## Assigned task
In the data that follows, find the line with "Describe this image"; transcribe it, every later line up to the one with "Build a gazetteer", and that line as well, exactly and with no others.

Items from a dataset
————

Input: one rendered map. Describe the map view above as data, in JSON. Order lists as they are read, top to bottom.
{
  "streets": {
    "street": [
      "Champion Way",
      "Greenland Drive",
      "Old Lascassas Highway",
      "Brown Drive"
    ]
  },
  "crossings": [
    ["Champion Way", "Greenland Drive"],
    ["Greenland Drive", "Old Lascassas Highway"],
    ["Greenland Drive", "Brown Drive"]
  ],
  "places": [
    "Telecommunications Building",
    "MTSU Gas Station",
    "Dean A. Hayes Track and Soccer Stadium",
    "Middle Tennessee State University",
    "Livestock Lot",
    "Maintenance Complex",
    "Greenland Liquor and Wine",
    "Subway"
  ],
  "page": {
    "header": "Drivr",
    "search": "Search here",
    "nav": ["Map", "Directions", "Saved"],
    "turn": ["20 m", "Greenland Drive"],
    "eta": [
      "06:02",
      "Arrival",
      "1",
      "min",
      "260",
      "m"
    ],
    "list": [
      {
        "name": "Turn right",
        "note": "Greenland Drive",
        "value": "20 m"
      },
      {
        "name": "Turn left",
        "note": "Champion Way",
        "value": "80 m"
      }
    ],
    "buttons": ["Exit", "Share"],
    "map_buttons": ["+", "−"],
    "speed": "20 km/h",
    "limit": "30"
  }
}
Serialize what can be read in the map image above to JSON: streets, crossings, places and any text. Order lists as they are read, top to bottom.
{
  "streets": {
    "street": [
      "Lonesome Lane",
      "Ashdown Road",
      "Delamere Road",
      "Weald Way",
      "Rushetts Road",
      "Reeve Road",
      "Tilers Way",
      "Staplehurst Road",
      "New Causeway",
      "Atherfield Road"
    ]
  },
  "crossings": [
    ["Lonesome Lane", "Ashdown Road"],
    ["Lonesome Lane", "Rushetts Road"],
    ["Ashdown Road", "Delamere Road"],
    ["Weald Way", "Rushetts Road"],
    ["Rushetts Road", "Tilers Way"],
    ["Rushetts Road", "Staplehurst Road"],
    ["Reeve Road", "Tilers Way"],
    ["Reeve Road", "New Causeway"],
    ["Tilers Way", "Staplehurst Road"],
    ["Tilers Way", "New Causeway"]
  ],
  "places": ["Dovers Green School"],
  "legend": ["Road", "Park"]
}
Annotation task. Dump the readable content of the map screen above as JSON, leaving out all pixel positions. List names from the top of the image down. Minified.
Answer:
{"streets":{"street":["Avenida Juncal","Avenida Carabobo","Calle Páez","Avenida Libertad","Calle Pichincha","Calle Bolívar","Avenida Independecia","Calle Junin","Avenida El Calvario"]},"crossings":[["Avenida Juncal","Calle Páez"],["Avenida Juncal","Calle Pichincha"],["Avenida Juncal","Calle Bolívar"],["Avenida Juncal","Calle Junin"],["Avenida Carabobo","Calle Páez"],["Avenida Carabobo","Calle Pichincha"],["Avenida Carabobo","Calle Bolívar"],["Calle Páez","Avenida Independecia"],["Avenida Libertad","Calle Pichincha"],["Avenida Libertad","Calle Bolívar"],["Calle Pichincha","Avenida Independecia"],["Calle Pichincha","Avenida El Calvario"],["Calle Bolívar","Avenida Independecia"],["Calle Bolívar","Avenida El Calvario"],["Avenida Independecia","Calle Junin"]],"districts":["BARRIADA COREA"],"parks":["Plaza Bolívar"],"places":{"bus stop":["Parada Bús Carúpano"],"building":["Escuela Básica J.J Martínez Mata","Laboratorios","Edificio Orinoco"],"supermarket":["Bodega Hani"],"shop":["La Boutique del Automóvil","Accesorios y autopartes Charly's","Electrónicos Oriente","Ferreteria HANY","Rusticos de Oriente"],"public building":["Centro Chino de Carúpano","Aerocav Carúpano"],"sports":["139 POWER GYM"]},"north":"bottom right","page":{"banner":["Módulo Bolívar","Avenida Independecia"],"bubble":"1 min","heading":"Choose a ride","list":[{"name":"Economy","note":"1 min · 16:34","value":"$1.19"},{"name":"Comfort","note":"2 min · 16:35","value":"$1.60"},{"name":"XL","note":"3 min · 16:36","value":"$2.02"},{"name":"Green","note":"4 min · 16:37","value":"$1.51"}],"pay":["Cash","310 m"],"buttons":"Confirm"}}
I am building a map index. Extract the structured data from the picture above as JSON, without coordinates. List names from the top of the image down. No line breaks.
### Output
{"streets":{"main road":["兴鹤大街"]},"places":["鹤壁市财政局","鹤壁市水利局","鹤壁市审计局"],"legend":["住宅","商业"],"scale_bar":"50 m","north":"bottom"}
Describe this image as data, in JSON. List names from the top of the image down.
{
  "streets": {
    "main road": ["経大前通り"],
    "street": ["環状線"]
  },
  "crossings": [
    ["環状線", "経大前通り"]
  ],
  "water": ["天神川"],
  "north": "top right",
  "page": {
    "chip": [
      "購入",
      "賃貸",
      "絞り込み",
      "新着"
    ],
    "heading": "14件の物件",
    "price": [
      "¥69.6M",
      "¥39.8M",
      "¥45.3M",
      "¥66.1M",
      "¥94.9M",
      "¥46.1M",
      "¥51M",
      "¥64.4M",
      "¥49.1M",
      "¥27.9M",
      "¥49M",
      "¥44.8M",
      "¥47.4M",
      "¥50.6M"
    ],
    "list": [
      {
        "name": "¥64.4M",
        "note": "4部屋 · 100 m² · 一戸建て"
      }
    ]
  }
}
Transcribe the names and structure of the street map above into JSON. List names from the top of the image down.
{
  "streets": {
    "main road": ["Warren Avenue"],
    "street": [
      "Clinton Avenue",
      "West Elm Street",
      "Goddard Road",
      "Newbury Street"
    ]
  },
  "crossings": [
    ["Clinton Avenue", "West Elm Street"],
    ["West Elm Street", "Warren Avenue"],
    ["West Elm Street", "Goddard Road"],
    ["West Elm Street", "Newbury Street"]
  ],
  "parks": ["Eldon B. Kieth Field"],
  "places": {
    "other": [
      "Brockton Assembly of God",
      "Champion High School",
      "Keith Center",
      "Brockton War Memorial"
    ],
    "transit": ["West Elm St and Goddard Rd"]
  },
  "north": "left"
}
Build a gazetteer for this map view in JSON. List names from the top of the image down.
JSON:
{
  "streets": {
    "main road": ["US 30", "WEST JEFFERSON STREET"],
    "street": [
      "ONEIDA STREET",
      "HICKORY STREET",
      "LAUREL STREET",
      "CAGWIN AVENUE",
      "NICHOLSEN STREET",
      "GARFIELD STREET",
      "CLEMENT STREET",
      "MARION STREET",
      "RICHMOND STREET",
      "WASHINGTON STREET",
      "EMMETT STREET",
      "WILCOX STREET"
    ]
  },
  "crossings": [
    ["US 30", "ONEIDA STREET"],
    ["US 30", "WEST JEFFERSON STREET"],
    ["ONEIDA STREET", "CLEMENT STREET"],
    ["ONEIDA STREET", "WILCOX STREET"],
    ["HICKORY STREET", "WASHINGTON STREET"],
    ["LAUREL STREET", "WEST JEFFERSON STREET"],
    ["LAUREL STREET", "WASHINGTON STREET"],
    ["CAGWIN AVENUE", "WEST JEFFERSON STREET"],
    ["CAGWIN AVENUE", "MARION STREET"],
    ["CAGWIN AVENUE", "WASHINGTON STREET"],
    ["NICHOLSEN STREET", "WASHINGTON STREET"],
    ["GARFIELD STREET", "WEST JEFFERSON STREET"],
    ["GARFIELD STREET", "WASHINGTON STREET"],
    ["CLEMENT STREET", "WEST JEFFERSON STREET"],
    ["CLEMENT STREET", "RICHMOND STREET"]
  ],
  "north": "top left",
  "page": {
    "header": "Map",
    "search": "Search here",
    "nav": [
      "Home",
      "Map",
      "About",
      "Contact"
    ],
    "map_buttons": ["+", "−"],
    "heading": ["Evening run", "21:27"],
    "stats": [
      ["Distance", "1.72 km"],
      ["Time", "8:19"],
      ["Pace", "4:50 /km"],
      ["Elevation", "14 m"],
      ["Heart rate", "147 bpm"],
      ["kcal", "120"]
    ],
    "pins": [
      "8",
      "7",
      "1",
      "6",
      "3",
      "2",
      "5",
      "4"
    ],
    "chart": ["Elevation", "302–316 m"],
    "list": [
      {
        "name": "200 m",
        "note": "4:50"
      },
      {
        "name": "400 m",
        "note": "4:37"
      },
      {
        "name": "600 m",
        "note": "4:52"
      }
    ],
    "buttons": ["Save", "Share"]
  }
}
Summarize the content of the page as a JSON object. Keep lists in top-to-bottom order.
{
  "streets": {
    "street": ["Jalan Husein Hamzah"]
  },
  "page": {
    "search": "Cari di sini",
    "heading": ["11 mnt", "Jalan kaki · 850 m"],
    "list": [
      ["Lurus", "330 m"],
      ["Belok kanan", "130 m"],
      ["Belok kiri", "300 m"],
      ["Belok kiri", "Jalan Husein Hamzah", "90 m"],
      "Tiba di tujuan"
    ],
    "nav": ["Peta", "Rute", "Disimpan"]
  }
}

————

## Problem solution
Describe this image as data, in JSON. List names from the top of the image down.
{
  "streets": {
    "main road": ["経大前通り"],
    "street": ["環状線"]
  },
  "crossings": [
    ["環状線", "経大前通り"]
  ],
  "water": ["天神川"],
  "north": "top right",
  "page": {
    "chip": [
      "購入",
      "賃貸",
      "絞り込み",
      "新着"
    ],
    "heading": "14件の物件",
    "price": [
      "¥69.6M",
      "¥39.8M",
      "¥45.3M",
      "¥66.1M",
      "¥94.9M",
      "¥46.1M",
      "¥51M",
      "¥64.4M",
      "¥49.1M",
      "¥27.9M",
      "¥49M",
      "¥44.8M",
      "¥47.4M",
      "¥50.6M"
    ],
    "list": [
      {
        "name": "¥64.4M",
        "note": "4部屋 · 100 m² · 一戸建て"
      }
    ]
  }
}
Transcribe the names and structure of the street map above into JSON. List names from the top of the image down.
{
  "streets": {
    "main road": ["Warren Avenue"],
    "street": [
      "Clinton Avenue",
      "West Elm Street",
      "Goddard Road",
      "Newbury Street"
    ]
  },
  "crossings": [
    ["Clinton Avenue", "West Elm Street"],
    ["West Elm Street", "Warren Avenue"],
    ["West Elm Street", "Goddard Road"],
    ["West Elm Street", "Newbury Street"]
  ],
  "parks": ["Eldon B. Kieth Field"],
  "places": {
    "other": [
      "Brockton Assembly of God",
      "Champion High School",
      "Keith Center",
      "Brockton War Memorial"
    ],
    "transit": ["West Elm St and Goddard Rd"]
  },
  "north": "left"
}
Build a gazetteer for this map view in JSON. List names from the top of the image down.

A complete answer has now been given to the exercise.